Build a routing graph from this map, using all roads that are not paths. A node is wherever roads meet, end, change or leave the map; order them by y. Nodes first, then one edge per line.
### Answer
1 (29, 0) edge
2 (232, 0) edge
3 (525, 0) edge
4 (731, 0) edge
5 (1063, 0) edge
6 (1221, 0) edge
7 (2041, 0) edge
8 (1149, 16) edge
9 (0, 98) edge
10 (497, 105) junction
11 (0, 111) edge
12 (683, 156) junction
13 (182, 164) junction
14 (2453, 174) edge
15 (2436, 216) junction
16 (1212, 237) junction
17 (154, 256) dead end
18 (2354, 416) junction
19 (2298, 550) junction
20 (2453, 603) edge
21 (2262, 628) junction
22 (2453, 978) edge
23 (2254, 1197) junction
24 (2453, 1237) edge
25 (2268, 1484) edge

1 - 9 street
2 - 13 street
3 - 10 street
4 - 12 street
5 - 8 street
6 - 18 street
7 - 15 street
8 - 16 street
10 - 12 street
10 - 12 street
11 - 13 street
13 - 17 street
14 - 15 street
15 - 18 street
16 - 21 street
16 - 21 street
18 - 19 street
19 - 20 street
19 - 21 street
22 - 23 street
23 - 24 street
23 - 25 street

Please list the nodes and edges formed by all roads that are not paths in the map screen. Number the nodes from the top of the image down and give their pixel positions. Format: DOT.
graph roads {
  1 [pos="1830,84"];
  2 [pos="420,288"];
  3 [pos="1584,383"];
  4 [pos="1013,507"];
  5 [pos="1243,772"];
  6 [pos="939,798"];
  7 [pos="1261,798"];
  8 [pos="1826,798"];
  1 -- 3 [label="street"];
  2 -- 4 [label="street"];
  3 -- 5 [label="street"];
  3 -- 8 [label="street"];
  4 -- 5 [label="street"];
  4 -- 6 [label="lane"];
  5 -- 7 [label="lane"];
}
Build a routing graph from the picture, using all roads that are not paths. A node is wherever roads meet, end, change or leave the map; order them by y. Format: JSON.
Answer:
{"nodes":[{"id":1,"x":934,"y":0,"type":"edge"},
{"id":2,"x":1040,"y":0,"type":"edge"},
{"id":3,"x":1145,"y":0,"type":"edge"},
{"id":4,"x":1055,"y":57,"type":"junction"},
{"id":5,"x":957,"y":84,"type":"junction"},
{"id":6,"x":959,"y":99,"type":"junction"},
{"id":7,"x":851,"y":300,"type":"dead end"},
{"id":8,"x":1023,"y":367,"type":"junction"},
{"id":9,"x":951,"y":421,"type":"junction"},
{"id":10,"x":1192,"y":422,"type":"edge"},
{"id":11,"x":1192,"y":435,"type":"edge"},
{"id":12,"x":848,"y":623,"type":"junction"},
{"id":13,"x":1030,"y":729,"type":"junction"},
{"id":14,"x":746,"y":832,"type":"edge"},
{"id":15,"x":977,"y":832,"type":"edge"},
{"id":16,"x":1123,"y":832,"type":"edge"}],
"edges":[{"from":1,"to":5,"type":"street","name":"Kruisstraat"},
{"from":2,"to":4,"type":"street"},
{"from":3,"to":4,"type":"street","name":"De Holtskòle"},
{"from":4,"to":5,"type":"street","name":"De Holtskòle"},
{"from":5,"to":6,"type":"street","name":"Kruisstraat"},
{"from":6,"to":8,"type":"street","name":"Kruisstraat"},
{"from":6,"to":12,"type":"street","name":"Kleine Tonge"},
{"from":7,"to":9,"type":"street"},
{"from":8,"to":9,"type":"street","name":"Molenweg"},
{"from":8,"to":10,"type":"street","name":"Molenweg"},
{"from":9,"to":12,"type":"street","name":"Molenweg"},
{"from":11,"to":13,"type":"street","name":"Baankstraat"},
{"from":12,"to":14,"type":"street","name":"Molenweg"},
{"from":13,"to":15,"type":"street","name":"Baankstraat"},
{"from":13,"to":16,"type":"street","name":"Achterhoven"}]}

TASK STATEMENT:
Your task is to show every line of the listing above containing "Build".

ANSWER TO THE PROBLEM:
Build a routing graph from this map, using all roads that are not paths. A node is wherever roads meet, end, change or leave the map; order them by y. Nodes first, then one edge per line.
Build a routing graph from the picture, using all roads that are not paths. A node is wherever roads meet, end, change or leave the map; order them by y. Format: JSON.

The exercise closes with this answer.